What you should do: The finished copy should hold every entry exactly as given, and no pictures.

== Data for this exercise

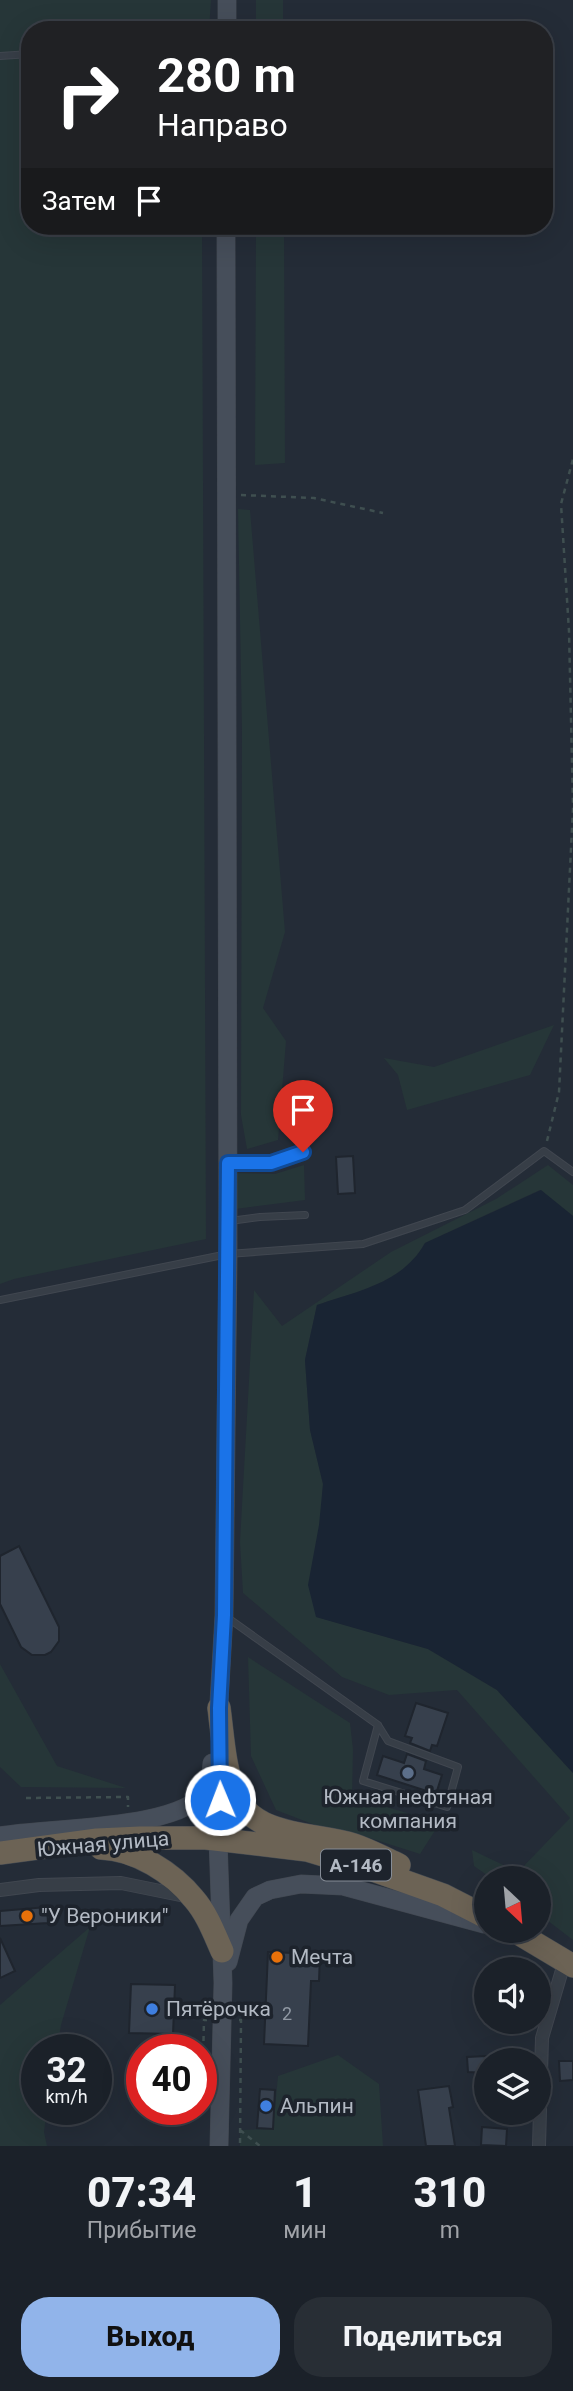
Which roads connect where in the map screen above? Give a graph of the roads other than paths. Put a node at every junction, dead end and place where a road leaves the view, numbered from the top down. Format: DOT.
graph roads {
  1 [pos="227,0"];
  2 [pos="227,21"];
  3 [pos="21,55"];
  4 [pos="0,56"];
  5 [pos="226,235"];
  6 [pos="303,1152"];
  7 [pos="228,1163"];
  8 [pos="573,1172"];
  9 [pos="305,1215"];
  10 [pos="228,1222"];
  11 [pos="228,1254"];
  12 [pos="0,1300"];
  13 [pos="224,1615"];
  14 [pos="218,1718"];
  15 [pos="378,1726"];
  16 [pos="0,1836"];
  17 [pos="218,1839"];
  18 [pos="63,1846"];
  19 [pos="0,1853"];
  20 [pos="0,1890"];
  21 [pos="194,1898"];
  22 [pos="474,1898"];
  23 [pos="474,1911"];
  24 [pos="474,1921"];
  25 [pos="535,1943"];
  26 [pos="222,1951"];
  27 [pos="564,1960"];
  28 [pos="223,1983"];
  29 [pos="219,2146"];
  30 [pos="539,2146"];
  1 -- 2 [label="street"];
  3 -- 4 [label="lane"];
  5 -- 7 [label="street"];
  6 -- 7 [label="lane"];
  7 -- 10 [label="street"];
  8 -- 11 [label="lane"];
  9 -- 10 [label="lane"];
  10 -- 11 [label="street"];
  11 -- 12 [label="lane"];
  11 -- 13 [label="street"];
  13 -- 14 [label="street"];
  13 -- 15 [label="lane"];
  14 -- 16 [label="street"];
  14 -- 17 [label="street"];
  14 -- 22 [label="highway"];
  15 -- 15 [label="lane"];
  17 -- 18 [label="highway, Южная улица / А-146"];
  17 -- 23 [label="highway, Южная улица / А-146"];
  17 -- 26 [label="street"];
  18 -- 19 [label="highway, Южная улица / А-146"];
  18 -- 21 [label="highway"];
  20 -- 21 [label="street, Южная улица"];
  21 -- 26 [label="highway"];
  24 -- 28 [label="street"];
  25 -- 27 [label="highway"];
  26 -- 28 [label="street"];
  27 -- 30 [label="street"];
  28 -- 29 [label="street"];
}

====

Task solution:
Which roads connect where in the map screen above? Give a graph of the roads other than paths. Put a node at every junction, dead end and place where a road leaves the view, numbered from the top down. Format: DOT.
graph roads {
  1 [pos="227,0"];
  2 [pos="227,21"];
  3 [pos="21,55"];
  4 [pos="0,56"];
  5 [pos="226,235"];
  6 [pos="303,1152"];
  7 [pos="228,1163"];
  8 [pos="573,1172"];
  9 [pos="305,1215"];
  10 [pos="228,1222"];
  11 [pos="228,1254"];
  12 [pos="0,1300"];
  13 [pos="224,1615"];
  14 [pos="218,1718"];
  15 [pos="378,1726"];
  16 [pos="0,1836"];
  17 [pos="218,1839"];
  18 [pos="63,1846"];
  19 [pos="0,1853"];
  20 [pos="0,1890"];
  21 [pos="194,1898"];
  22 [pos="474,1898"];
  23 [pos="474,1911"];
  24 [pos="474,1921"];
  25 [pos="535,1943"];
  26 [pos="222,1951"];
  27 [pos="564,1960"];
  28 [pos="223,1983"];
  29 [pos="219,2146"];
  30 [pos="539,2146"];
  1 -- 2 [label="street"];
  3 -- 4 [label="lane"];
  5 -- 7 [label="street"];
  6 -- 7 [label="lane"];
  7 -- 10 [label="street"];
  8 -- 11 [label="lane"];
  9 -- 10 [label="lane"];
  10 -- 11 [label="street"];
  11 -- 12 [label="lane"];
  11 -- 13 [label="street"];
  13 -- 14 [label="street"];
  13 -- 15 [label="lane"];
  14 -- 16 [label="street"];
  14 -- 17 [label="street"];
  14 -- 22 [label="highway"];
  15 -- 15 [label="lane"];
  17 -- 18 [label="highway, Южная улица / А-146"];
  17 -- 23 [label="highway, Южная улица / А-146"];
  17 -- 26 [label="street"];
  18 -- 19 [label="highway, Южная улица / А-146"];
  18 -- 21 [label="highway"];
  20 -- 21 [label="street, Южная улица"];
  21 -- 26 [label="highway"];
  24 -- 28 [label="street"];
  25 -- 27 [label="highway"];
  26 -- 28 [label="street"];
  27 -- 30 [label="street"];
  28 -- 29 [label="street"];
}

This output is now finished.